# Work to complete:
Pictures are not part of the copy; reproduce the remaining data exactly.

# Entries supplied:
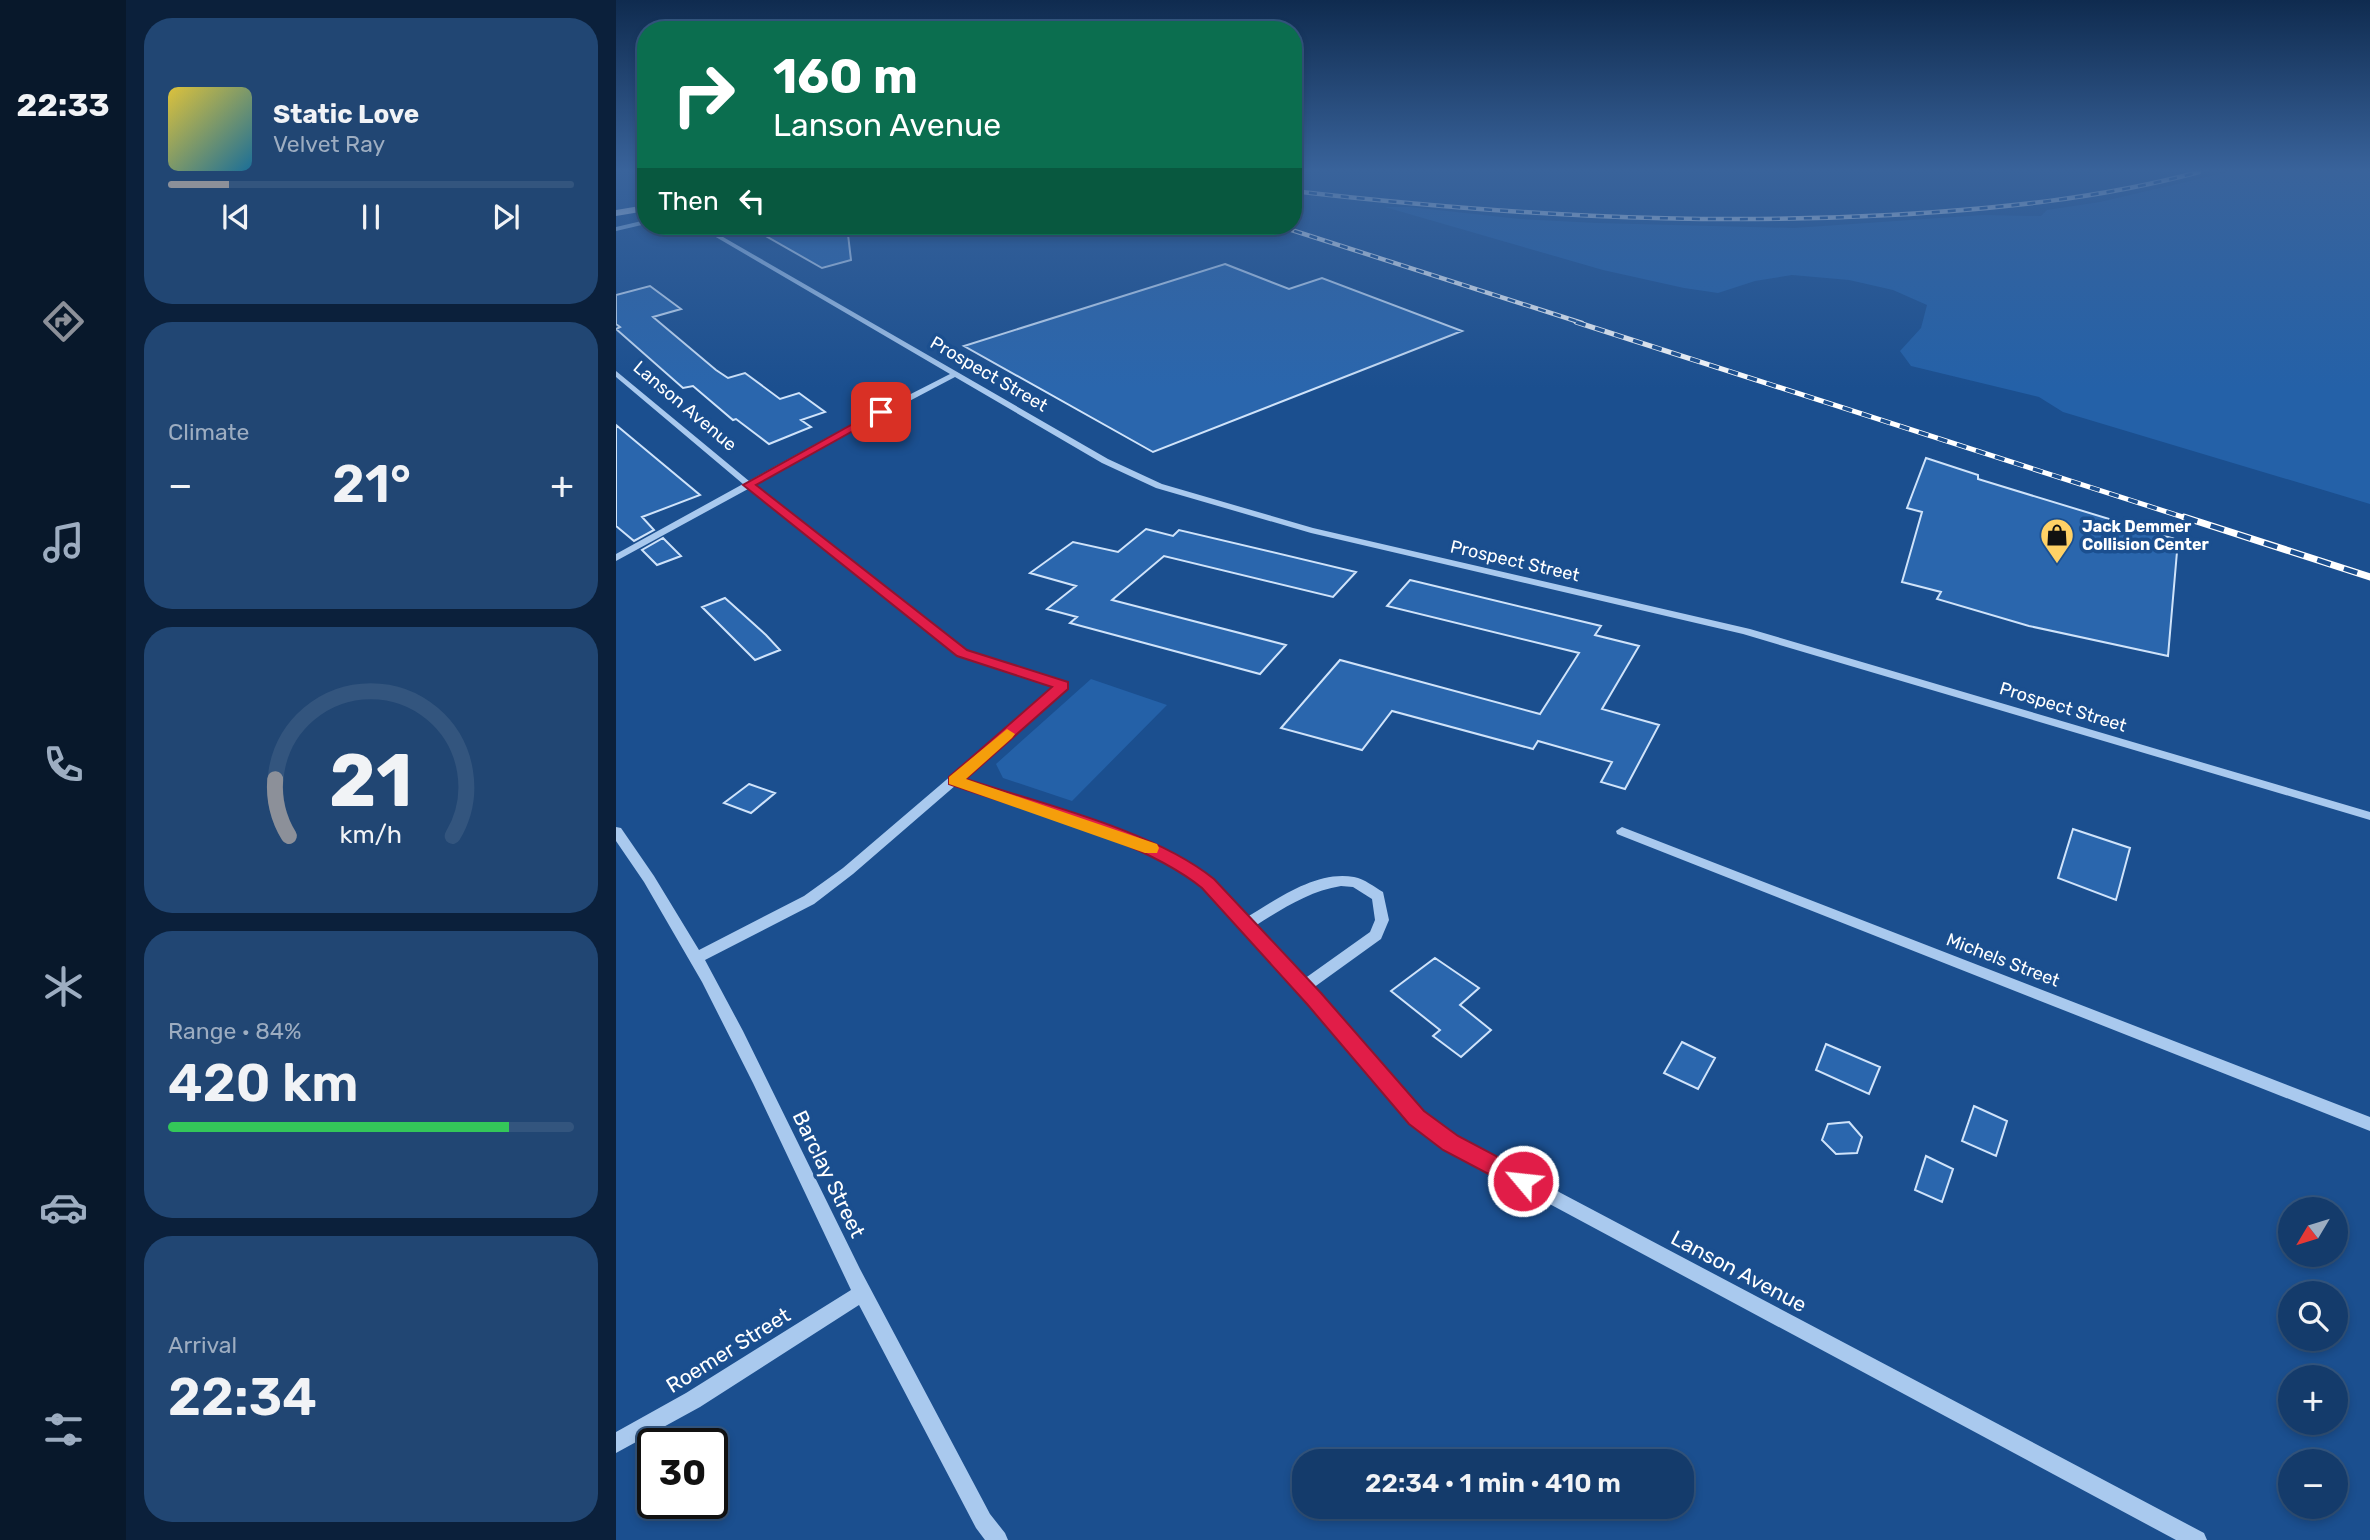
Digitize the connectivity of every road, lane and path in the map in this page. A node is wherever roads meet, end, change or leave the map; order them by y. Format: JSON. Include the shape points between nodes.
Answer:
{"nodes":[{"id":1,"x":730,"y":244,"type":"edge"},
{"id":2,"x":616,"y":373,"type":"edge"},
{"id":3,"x":956,"y":374,"type":"junction"},
{"id":4,"x":748,"y":485,"type":"junction"},
{"id":5,"x":616,"y":558,"type":"edge"},
{"id":6,"x":955,"y":780,"type":"junction"},
{"id":7,"x":2370,"y":816,"type":"edge"},
{"id":8,"x":616,"y":831,"type":"edge"},
{"id":9,"x":1622,"y":831,"type":"dead end"},
{"id":10,"x":1245,"y":925,"type":"junction"},
{"id":11,"x":699,"y":957,"type":"junction"},
{"id":12,"x":1303,"y":987,"type":"junction"},
{"id":13,"x":2370,"y":1124,"type":"edge"},
{"id":14,"x":862,"y":1293,"type":"junction"},
{"id":15,"x":616,"y":1443,"type":"edge"},
{"id":16,"x":998,"y":1540,"type":"edge"},
{"id":17,"x":2197,"y":1540,"type":"edge"}],
"edges":[{"from":1,"to":3,"type":"street","name":"Prospect Street"},
{"from":2,"to":4,"type":"street","name":"Lanson Avenue"},
{"from":3,"to":4,"type":"street"},
{"from":3,"to":7,"type":"street","name":"Prospect Street","via":[[1105,461],[1159,486],[1311,530],[1746,631]]},
{"from":4,"to":5,"type":"street"},
{"from":4,"to":6,"type":"street","name":"Lanson Avenue","via":[[962,653],[1063,685]]},
{"from":6,"to":10,"type":"street","name":"Lanson Avenue","via":[[1167,855],[1208,884]]},
{"from":6,"to":11,"type":"street","name":"Lanson Avenue","via":[[809,900]]},
{"from":8,"to":11,"type":"street","name":"Barclay Street"},
{"from":9,"to":13,"type":"street","name":"Michels Street"},
{"from":10,"to":12,"type":"street","name":"Lanson Avenue"},
{"from":10,"to":12,"type":"street","via":[[1332,880],[1356,882],[1378,896],[1382,920],[1376,935]]},
{"from":11,"to":14,"type":"street","name":"Barclay Street"},
{"from":12,"to":17,"type":"street","name":"Lanson Avenue","via":[[1416,1118],[1451,1143]]},
{"from":14,"to":15,"type":"street","name":"Roemer Street"},
{"from":14,"to":16,"type":"street","name":"Barclay Street","via":[[983,1521]]}]}
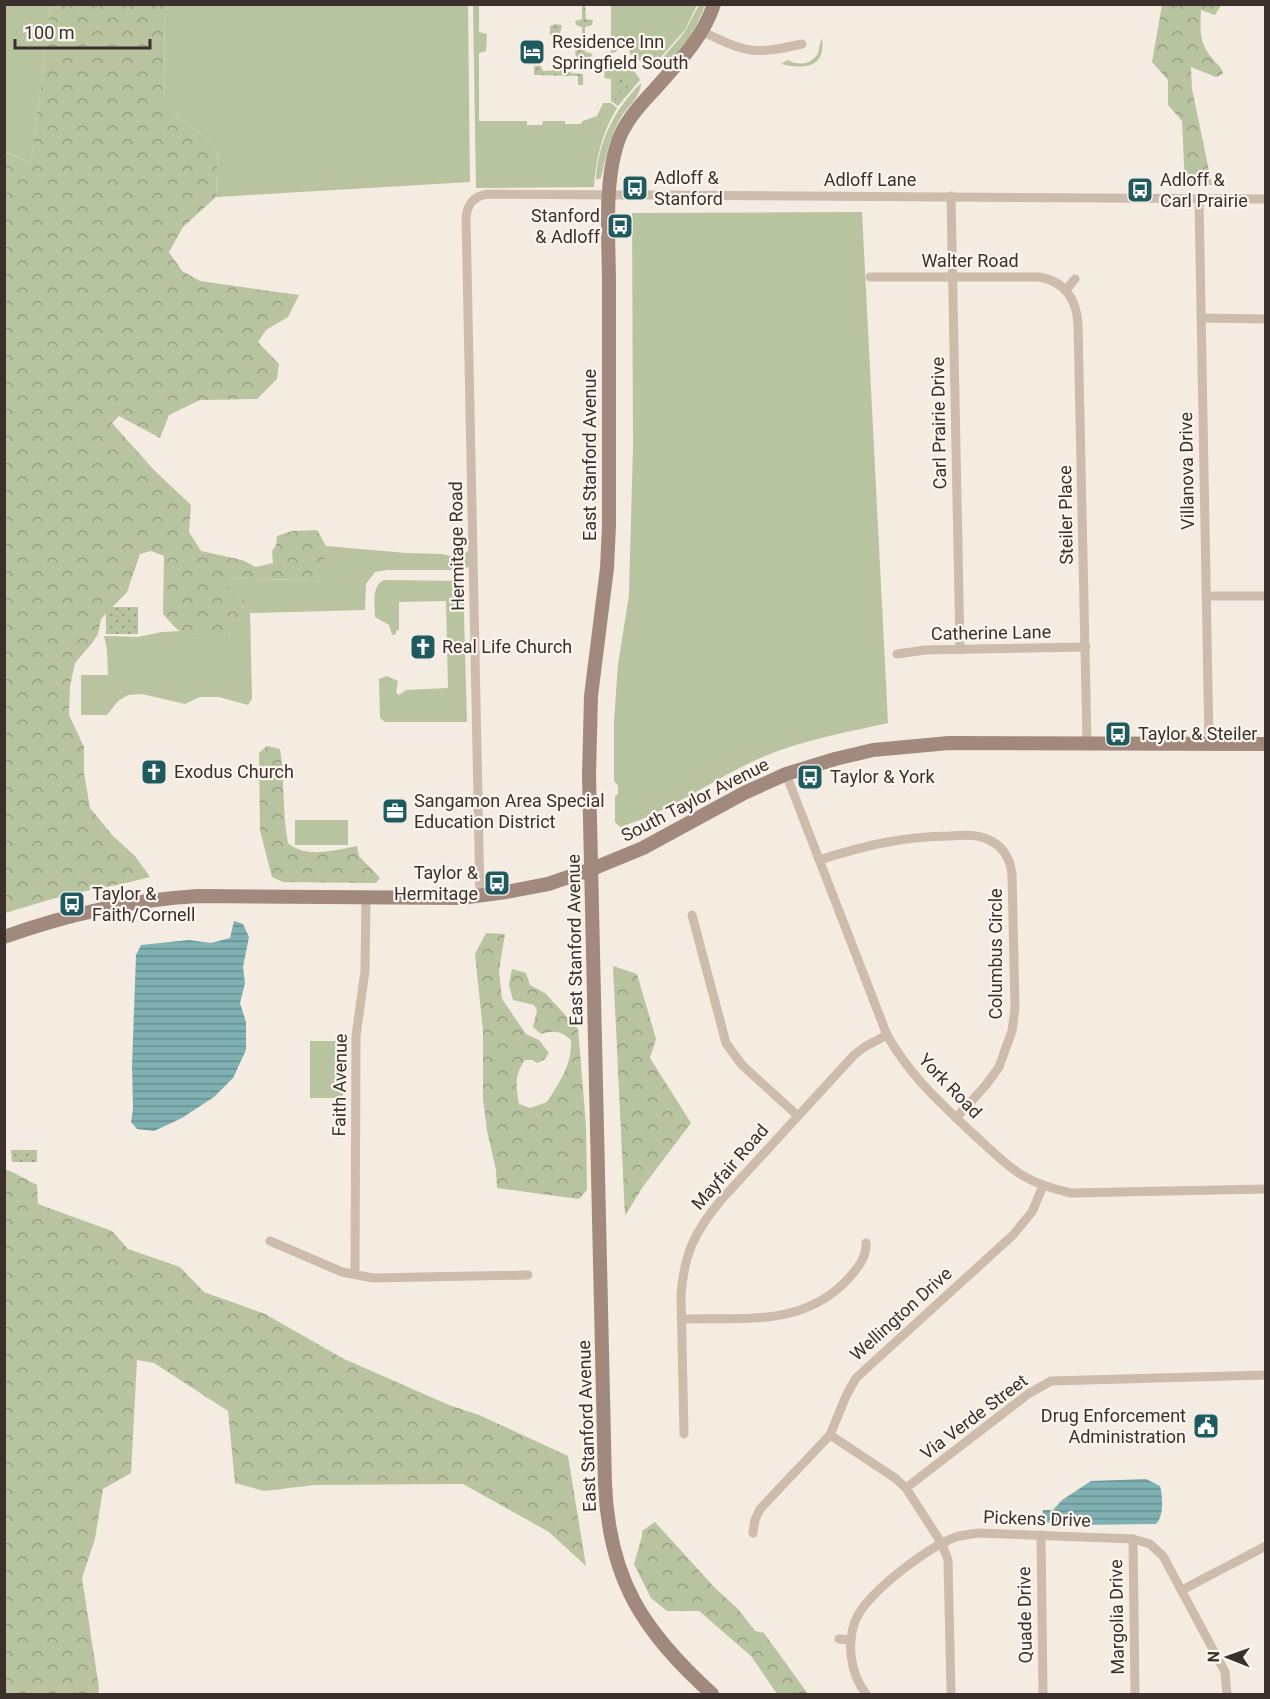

# Task output:
Digitize the connectivity of every road, lane and path in the map in this page. A node is wherever roads meet, end, change or leave the map; order them by y. Format: JSON. Include the shape points between nodes.
Answer:
{"nodes":[{"id":1,"x":730,"y":244,"type":"edge"},
{"id":2,"x":616,"y":373,"type":"edge"},
{"id":3,"x":956,"y":374,"type":"junction"},
{"id":4,"x":748,"y":485,"type":"junction"},
{"id":5,"x":616,"y":558,"type":"edge"},
{"id":6,"x":955,"y":780,"type":"junction"},
{"id":7,"x":2370,"y":816,"type":"edge"},
{"id":8,"x":616,"y":831,"type":"edge"},
{"id":9,"x":1622,"y":831,"type":"dead end"},
{"id":10,"x":1245,"y":925,"type":"junction"},
{"id":11,"x":699,"y":957,"type":"junction"},
{"id":12,"x":1303,"y":987,"type":"junction"},
{"id":13,"x":2370,"y":1124,"type":"edge"},
{"id":14,"x":862,"y":1293,"type":"junction"},
{"id":15,"x":616,"y":1443,"type":"edge"},
{"id":16,"x":998,"y":1540,"type":"edge"},
{"id":17,"x":2197,"y":1540,"type":"edge"}],
"edges":[{"from":1,"to":3,"type":"street","name":"Prospect Street"},
{"from":2,"to":4,"type":"street","name":"Lanson Avenue"},
{"from":3,"to":4,"type":"street"},
{"from":3,"to":7,"type":"street","name":"Prospect Street","via":[[1105,461],[1159,486],[1311,530],[1746,631]]},
{"from":4,"to":5,"type":"street"},
{"from":4,"to":6,"type":"street","name":"Lanson Avenue","via":[[962,653],[1063,685]]},
{"from":6,"to":10,"type":"street","name":"Lanson Avenue","via":[[1167,855],[1208,884]]},
{"from":6,"to":11,"type":"street","name":"Lanson Avenue","via":[[809,900]]},
{"from":8,"to":11,"type":"street","name":"Barclay Street"},
{"from":9,"to":13,"type":"street","name":"Michels Street"},
{"from":10,"to":12,"type":"street","name":"Lanson Avenue"},
{"from":10,"to":12,"type":"street","via":[[1332,880],[1356,882],[1378,896],[1382,920],[1376,935]]},
{"from":11,"to":14,"type":"street","name":"Barclay Street"},
{"from":12,"to":17,"type":"street","name":"Lanson Avenue","via":[[1416,1118],[1451,1143]]},
{"from":14,"to":15,"type":"street","name":"Roemer Street"},
{"from":14,"to":16,"type":"street","name":"Barclay Street","via":[[983,1521]]}]}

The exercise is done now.